Insurers' large investment portfolios were dented by the stock-market crash. In some cases -- American International Group ( AIG) and Hartford Financial Services Group ( HIG) -- the consequences were close to disastrous. Some, hurt by their own business models, such as Ambac ( ABK) and MBIA ( MBI), are still on the precipice. But nine months after the meltdown, it's actually a good time to invest in insurance stocks.

Of the 94 insurers listed on the New York Stock Exchange, 15 have risen more than 50% in the past three months, led by Genworth ( GNW), which has tripled. Because insurers have rebounded with a lag to the rest of the stock market, they are now attractive "value" investments. And they are safer now than they have been in months, given that many have reduced risks and raised additional capital.

To start, HealthSpring ( HS) has a very low price-to-book value of 83.8%, a low price-to-earnings ratio of 7.8 and a trailing P/E of only 5.5. The trailing P/E average for the industry is 15.8. Compared with other insurance stocks, HealthSpring has been held back, rising just 26% in the past three months.

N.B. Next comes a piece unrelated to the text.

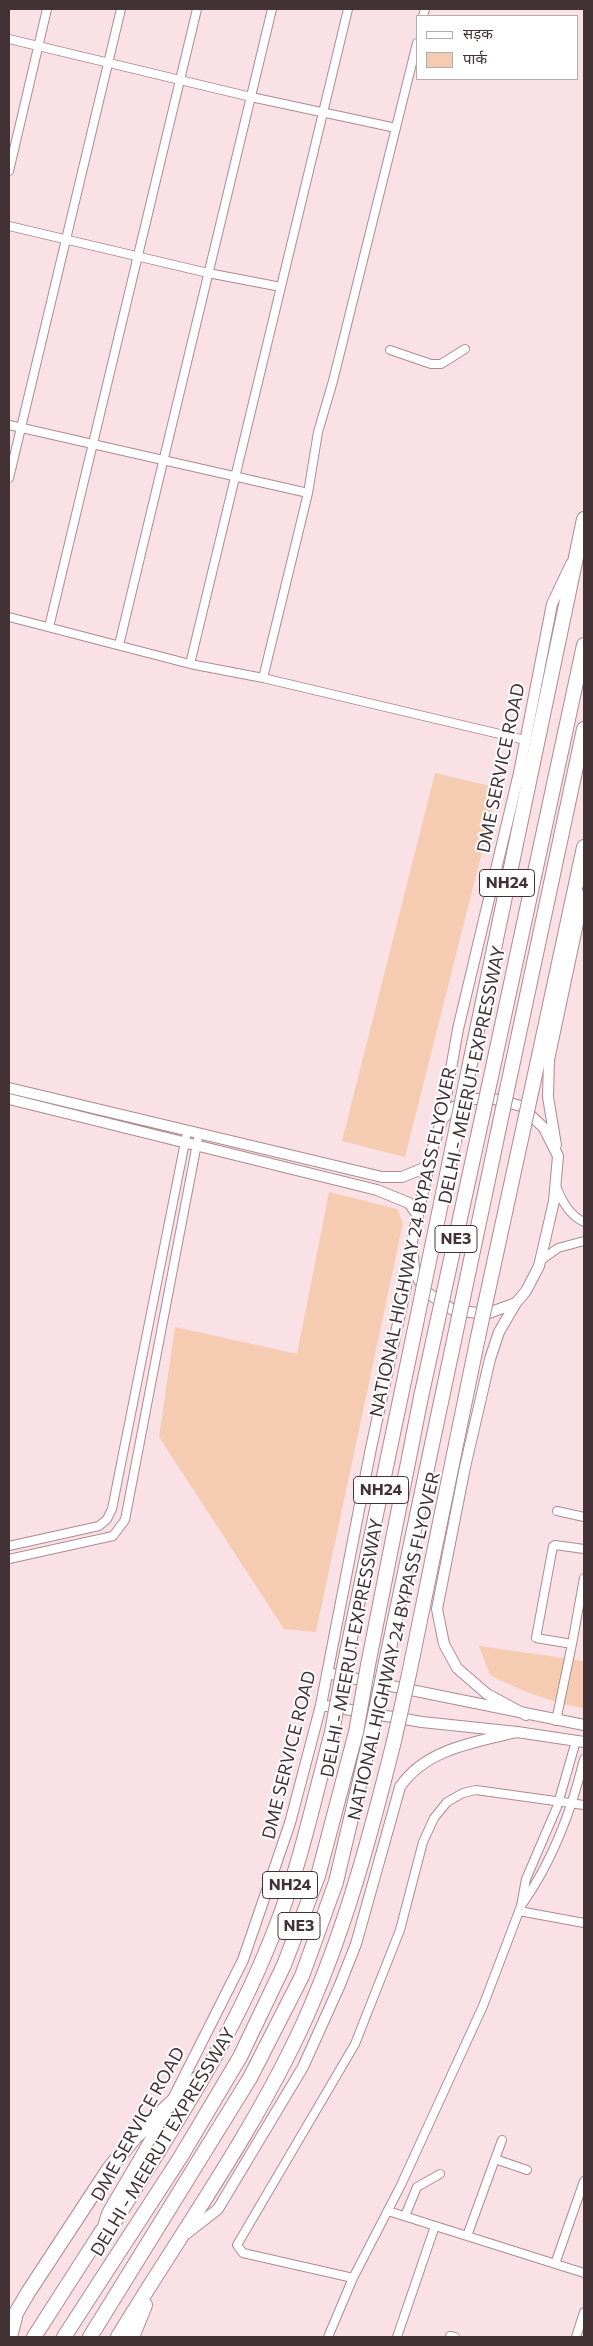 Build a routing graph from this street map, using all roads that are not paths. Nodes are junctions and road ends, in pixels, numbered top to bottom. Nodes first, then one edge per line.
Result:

Investors have started to see the value and the stock is rising.

Unum Group ( UNM) is slightly richer than HealthSpring, with a price-to-book value of 94.5%, a P/E of 9.2 and a trailing P/E of 11.2. Unum's stock has increased 20% over three months.

Price-to-book value, the underlying value of a company's assets minus its liabilities divided by the share price, is an accurate method of looking for value. Of the 10 best value stocks, the insurer with the lowest price to book is Assured Guaranty ( AGO) at 63%. Ironically, it's one of the biggest gainers, up 58% in the past three months. It has a P/E of 3.8 and a trailing P/E of 4.0. It's poised for significant earnings growth in 2010, according to SNL Financial's analysts' estimates.